Due to the numerical meltdown of Western Anglicanism since World War II, a typical Anglican congregation anywhere in the English-speaking world is white, home-owning and over 50, if not 60. Where there are large churches with young people, they are often located in affluent areas and the young people they attract are often university graduates and urban professionals.
This sad decline in social and demographic diversity within the institutional church has occurred against the background of an increasingly loud celebration of theological and moral diversity. The range of 'churchpersonships' in a diocese is a thing to be loved, honoured, and obeyed, a leading cleric might intone at a diocesan conference. The assembled Anglicans are exhorted to cherish contradictory opinions on important spiritual and moral issues in the same increasingly empty big tent.

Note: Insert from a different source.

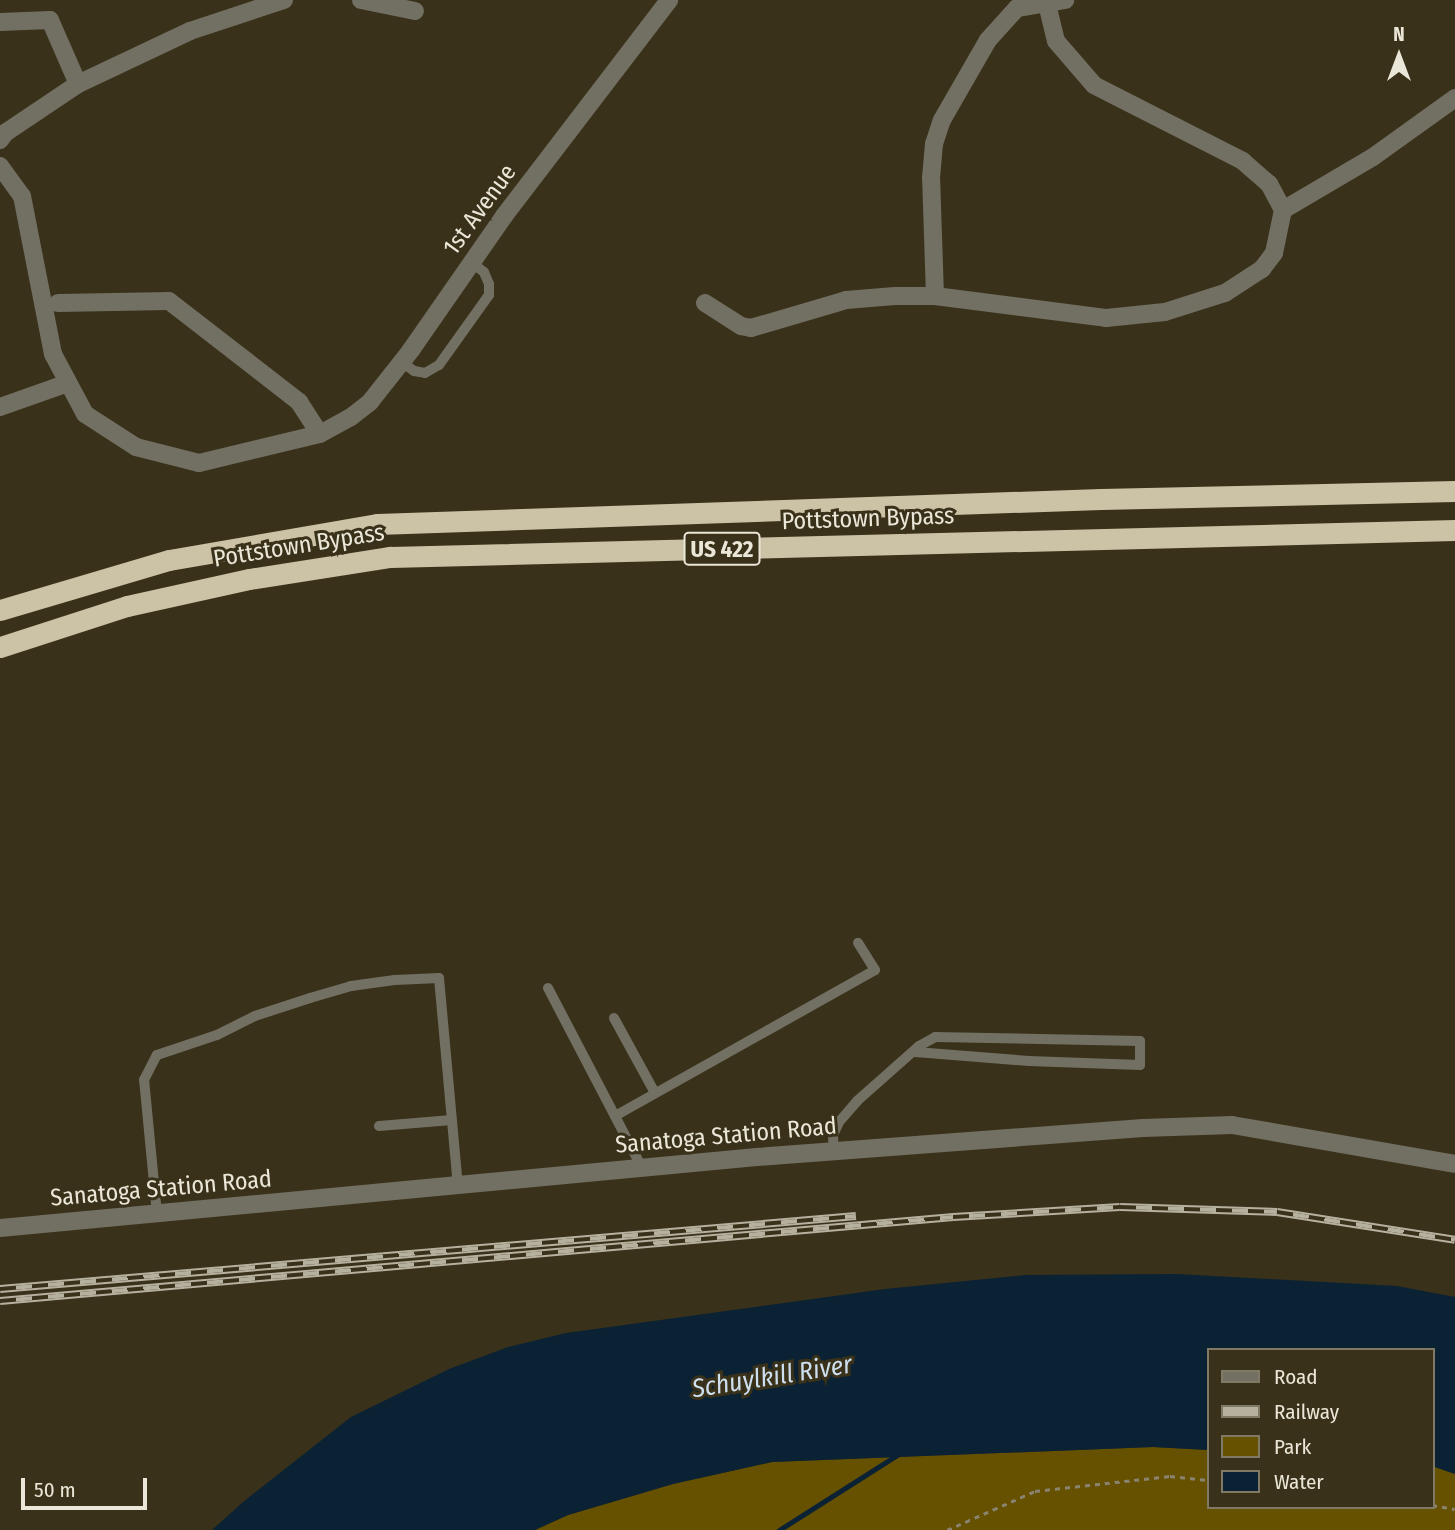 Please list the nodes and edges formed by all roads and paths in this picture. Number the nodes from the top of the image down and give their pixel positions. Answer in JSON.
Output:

In celebrating 'diversity' the institutional church is of course aping the world. Only last week I saw the following slogan on a university notice-board - 'celebrating diversity, promoting equality'. On the same board was a notice about how to get ahead in the career race.
So, the world loves to bang on about diversity and equality whilst ruthlessly pursuing careerism. And so now increasingly does the institutional church with its obsession about who should be entitled to wear that most absurd of ecclesiastical status symbols - the ceremonial tea-cosy otherwise known as the mitre.